No one who has studied St. Paul's Epistles can have failed to observe the distinction which they draw between the result of Christ's death and the effect of His resurrection. The death destroys death, the resurrection gives life. The effect of His death on human nature was instantaneous, once and forever, as death itself is, the fleeting of a breath in a moment, and a passing out of this world forever. But in His resurrection is the gift of life, eternal life, always to be enjoyed, and of infinite extension; not the mere extinction of darkness by a sudden gleam, but the dispersion of an equable, serene, and constant light. Christ's resurrection imparts a new life. Why? This I will try to answer.

I. WHEN HE ROSE FROM THE DEAD, IT WAS NOT TO RETURN TO HIS FORMER LIFE. His nature entered into new relations with God and man; His body experienced a mighty change; it became a spiritual, glorified body. This thought of Christ's onward passage to a new and more glorious life will add another sense to the words already so full of meaning, "Christ our Passover." Israel, saved by grace, rescued from Egypt, was cut off from his enemies, passed over the Red Sea, and onward to the promised land, fulfilling the prophecy, "Out of Egypt have I called My son." Had the Jews, on the other hand, passed over the Red Sea, and on seeing their enemies perish in its waters, returned in safety to Egypt, would that have been a fulfilment of the promise? No more would our Lord's resurrection have satisfied God's design of mercy, had He merely risen to return to His former state. It would have been, according to the homely but lively image of an old divine, "As when a prisoner escapes from prison with a chain still hanging from his wrist, by which death, that hath still dominion over him, shall draw him back into his own hands."

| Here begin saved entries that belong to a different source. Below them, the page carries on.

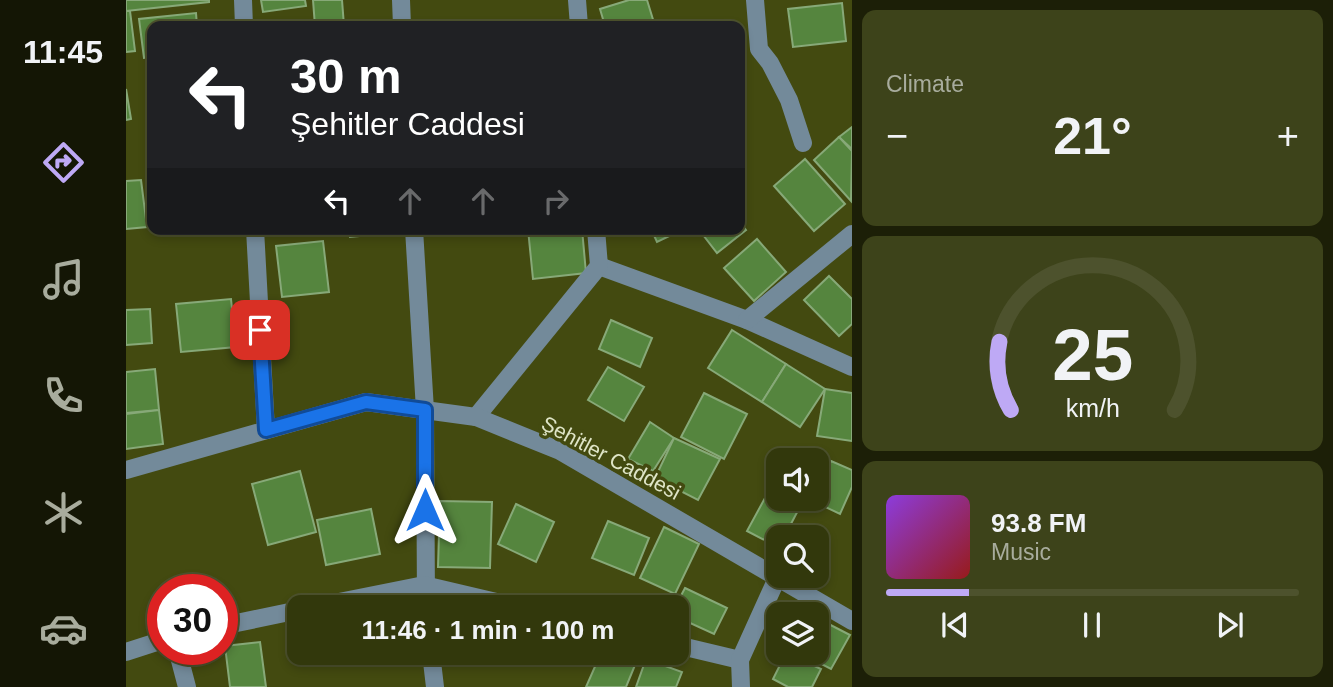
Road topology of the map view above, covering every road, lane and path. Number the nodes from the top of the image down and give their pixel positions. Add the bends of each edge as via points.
1 (243, 0) edge
2 (401, 0) edge
3 (577, 0) edge
4 (755, 0) edge
5 (244, 21) edge
6 (402, 21) edge
7 (579, 21) edge
8 (803, 143) dead end
9 (852, 234) edge
10 (255, 235) edge
11 (414, 235) edge
12 (596, 235) edge
13 (599, 266) junction
14 (747, 320) junction
15 (852, 367) edge
16 (425, 410) junction
17 (476, 417) junction
18 (266, 430) junction
19 (126, 470) edge
20 (766, 569) edge
21 (424, 585) junction
22 (773, 588) edge
23 (801, 588) edge
24 (374, 595) edge
25 (425, 595) edge
26 (467, 595) edge
27 (287, 612) edge
28 (849, 613) edge
29 (238, 623) edge
30 (147, 645) edge
31 (689, 649) edge
32 (126, 652) edge
33 (740, 660) junction
34 (181, 665) edge
35 (432, 665) edge
36 (187, 687) edge
37 (435, 687) edge
38 (741, 687) edge

1 - 5 street
2 - 6 street
3 - 7 street
4 - 8 street via 759,50 789,100
9 - 14 street
10 - 18 street
11 - 16 street
12 - 13 street
13 - 14 street
13 - 17 street
14 - 15 street
16 - 17 street, Şehitler Caddesi
16 - 18 street, Şehitler Caddesi via 366,402
16 - 21 street
17 - 20 street, Şehitler Caddesi via 560,452
18 - 19 street, Şehitler Caddesi
21 - 24 street
21 - 25 street
21 - 26 street
22 - 33 street
23 - 28 street, Şehitler Caddesi
27 - 29 street
30 - 32 street
31 - 33 street
33 - 38 street
34 - 36 street
35 - 37 street

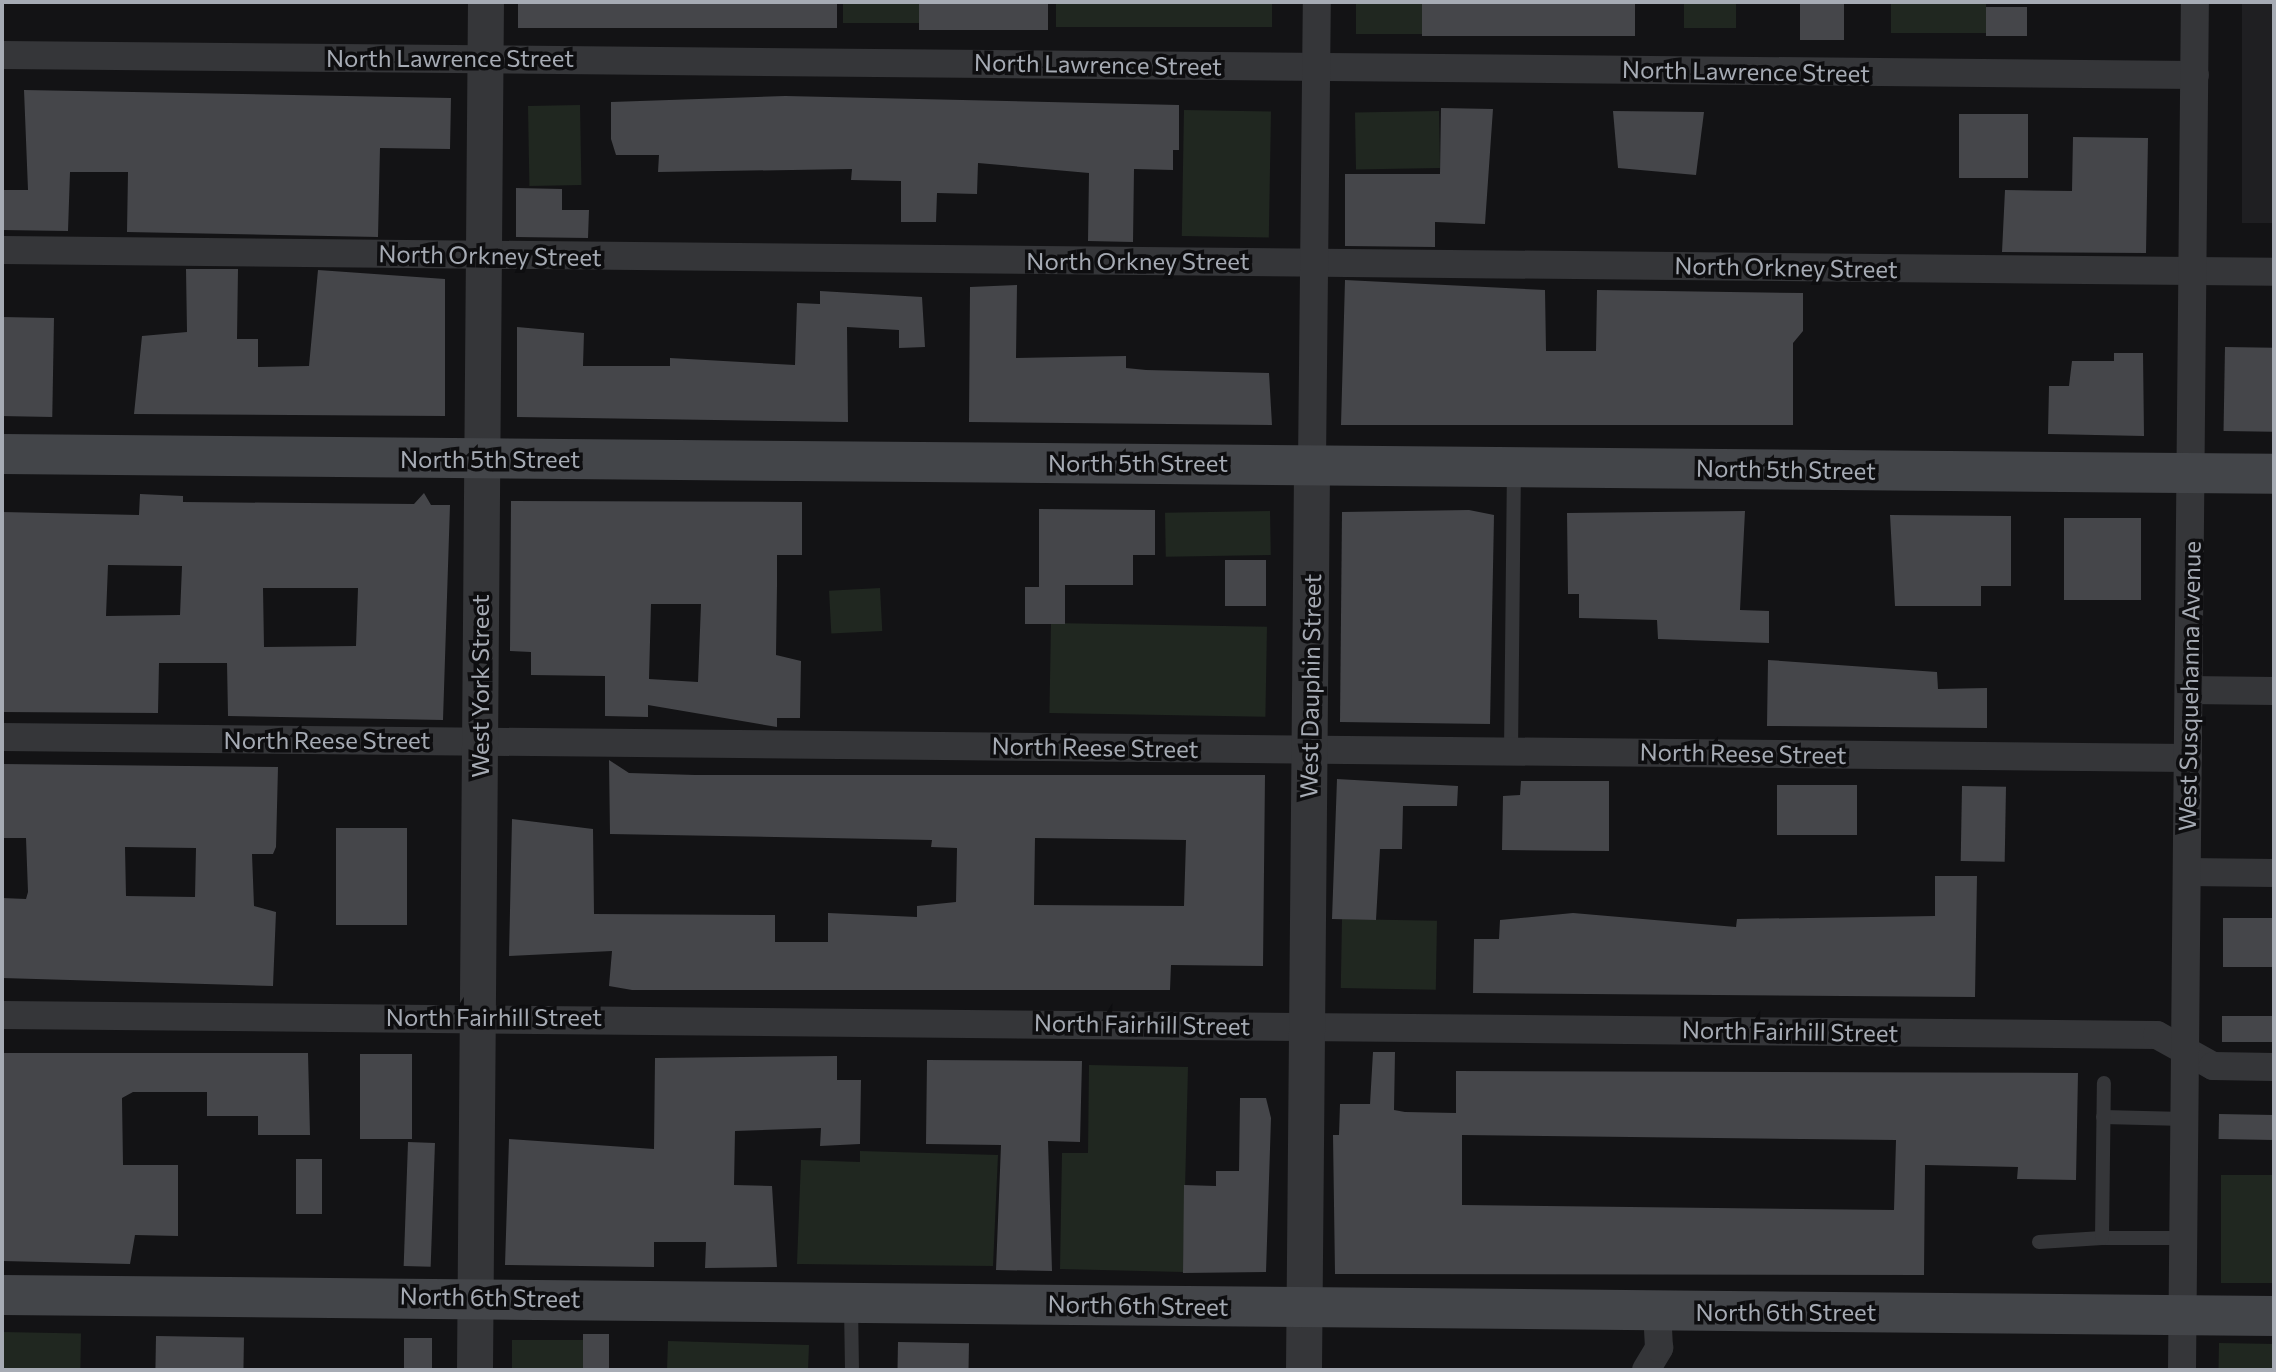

II. SOME REASONS, FOUNDED ON SCRIPTURE, WHY OUR BLESSED SAVIOUR AT HIS RESURRECTION DID NOT COME BACK, BUT WENT ONWARD TO A NEW AND GLORIFIED STATE. For instance, the scheme of redemption through Christ is this: — Man was created in a body free from pain, and not destined to die; but he sinned, and with sin came death; his body became liable to pain and death, as his soul to sin; and his condition of body and soul descended to his family. Christ Jesus came to restore man to his first estate; an estate in which originally death had no part. So He overcame death by giving up His life of His own will to it, instead of suffering it to be taken from Him by force; and while in the arms of death, of His own will He rose again; thence He became a new creature, the first of a new race, the second Adam, the spiritual forefather of another family, which He could not have been had He merely risen from death to come back to His former life. Death was instantaneous and for a moment, even while He drew His last breath and gave up the ghost. The resurrection is permanent, continuous, of infinite extension. Death is an interval in the economy of the world, as sin; life is eternal, as God. An army retreating before overwhelming numbers flies over a bridge, already mined: it is their means of rescue, their passage to a safe frontier: but they do not linger on it; their eyes are set upon the road beyond. Now it has saved them in their extremity, and they regard it forever with thankfulness and emotion; even its ruin and havoc is dear to their sight, for by it alone have they been saved — saved for victory and peace in the happy land, "where the wicked cease from troubling and the weary are at rest."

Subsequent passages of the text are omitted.